We connected an Intel Mac in Iasi to a Linux VPS in Timisoara over an encrypted P2P channel, ran PostgreSQL initdb on the Linux side, and watched 977 files appear on the Mac in real time. Then we tried to start PostgreSQL on the Mac using those synced files. It almost worked.
This post documents what happened, what we learned, and what remains to be done.
The setup
KEIBIDROP is a peer-to-peer file sharing tool we are building.
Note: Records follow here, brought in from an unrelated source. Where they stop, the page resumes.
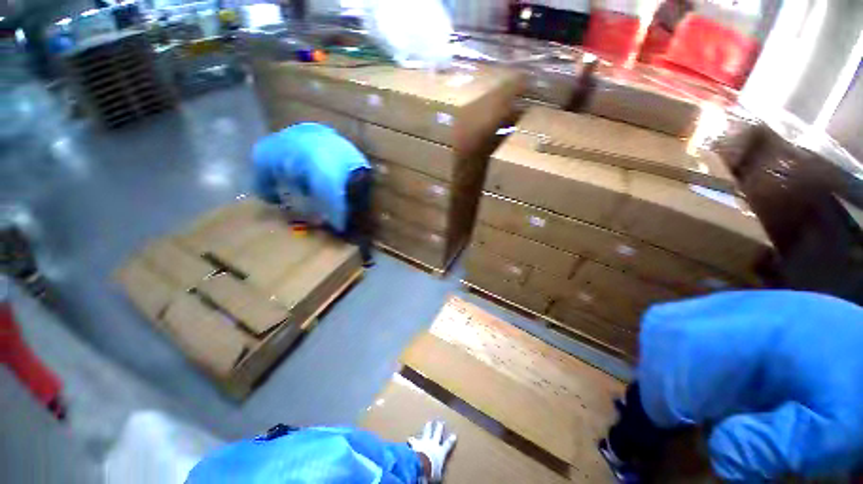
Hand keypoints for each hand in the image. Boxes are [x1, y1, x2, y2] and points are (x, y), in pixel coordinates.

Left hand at [408, 421, 455, 482]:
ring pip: (426, 432)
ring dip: (428, 427)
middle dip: (439, 427)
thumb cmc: (431, 471)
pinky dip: (411, 440)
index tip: (454, 435)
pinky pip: (413, 440)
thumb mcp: (438, 475)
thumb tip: (439, 475)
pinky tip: (409, 438)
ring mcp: (424, 442)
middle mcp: (433, 444)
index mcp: (440, 452)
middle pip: (437, 433)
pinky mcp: (415, 443)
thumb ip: (439, 471)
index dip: (451, 440)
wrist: (420, 466)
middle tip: (440, 422)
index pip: (447, 445)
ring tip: (428, 422)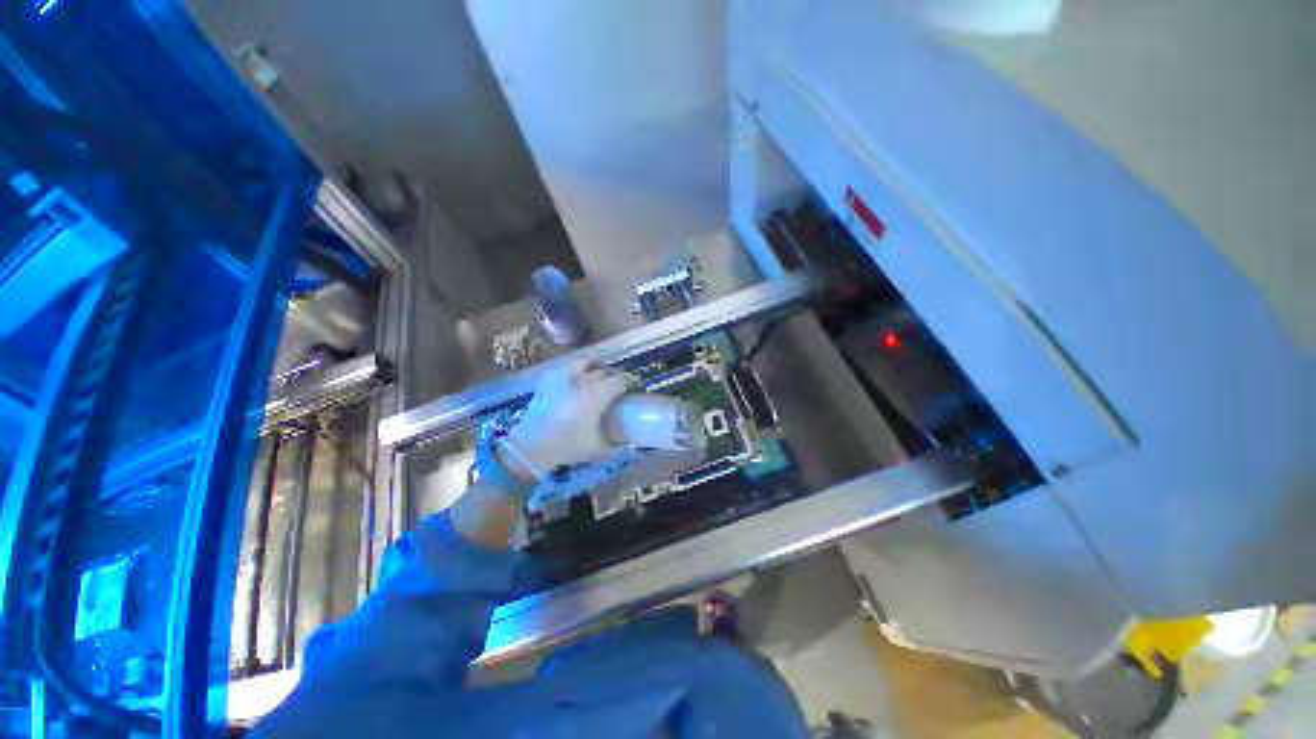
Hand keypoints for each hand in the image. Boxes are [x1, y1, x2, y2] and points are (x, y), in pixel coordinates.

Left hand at [497, 361, 639, 479]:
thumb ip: (618, 446)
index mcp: (598, 395)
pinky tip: (577, 382)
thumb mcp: (599, 450)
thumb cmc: (568, 446)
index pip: (622, 380)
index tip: (638, 387)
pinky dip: (577, 371)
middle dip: (618, 376)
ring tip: (598, 377)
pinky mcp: (550, 379)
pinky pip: (568, 368)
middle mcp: (584, 381)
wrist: (532, 446)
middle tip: (620, 386)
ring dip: (597, 367)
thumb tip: (631, 443)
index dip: (634, 381)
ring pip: (586, 362)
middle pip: (607, 370)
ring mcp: (564, 377)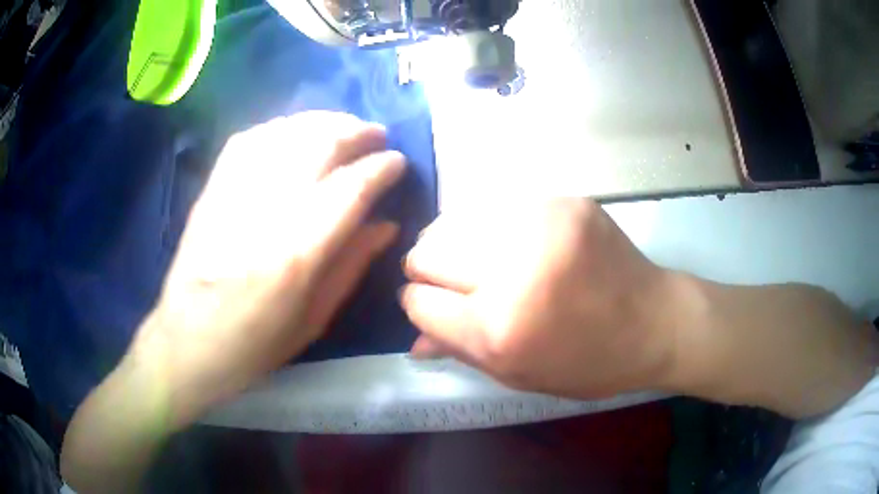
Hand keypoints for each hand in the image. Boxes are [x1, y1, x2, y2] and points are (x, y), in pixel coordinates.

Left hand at [132, 112, 405, 424]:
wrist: (187, 341)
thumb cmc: (254, 344)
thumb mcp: (314, 320)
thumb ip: (352, 265)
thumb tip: (386, 224)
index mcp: (298, 254)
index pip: (352, 188)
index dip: (382, 168)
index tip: (398, 162)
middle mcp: (267, 211)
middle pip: (321, 145)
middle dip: (357, 131)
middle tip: (377, 135)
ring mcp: (234, 192)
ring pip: (288, 132)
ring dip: (324, 122)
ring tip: (344, 127)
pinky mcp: (213, 187)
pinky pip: (251, 137)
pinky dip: (282, 127)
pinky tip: (297, 132)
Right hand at [401, 198, 676, 398]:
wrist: (655, 320)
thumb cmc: (588, 362)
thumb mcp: (521, 375)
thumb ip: (460, 352)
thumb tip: (412, 339)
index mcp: (500, 329)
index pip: (419, 302)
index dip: (417, 304)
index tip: (429, 305)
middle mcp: (513, 271)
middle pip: (426, 252)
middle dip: (428, 271)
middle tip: (456, 283)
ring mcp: (540, 224)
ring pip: (453, 221)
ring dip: (456, 244)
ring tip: (483, 262)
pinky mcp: (561, 200)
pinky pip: (494, 207)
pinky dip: (490, 229)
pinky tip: (514, 245)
Two machines connect via a relay for signaling, perform a handshake using pre-exchanged fingerprints, and establish an encrypted gRPC channel (AES-256-GCM or ChaCha20-Poly1305, negotiated based on hardware support). Each peer mounts a FUSE virtual filesystem. Files written on one mount appear on the other.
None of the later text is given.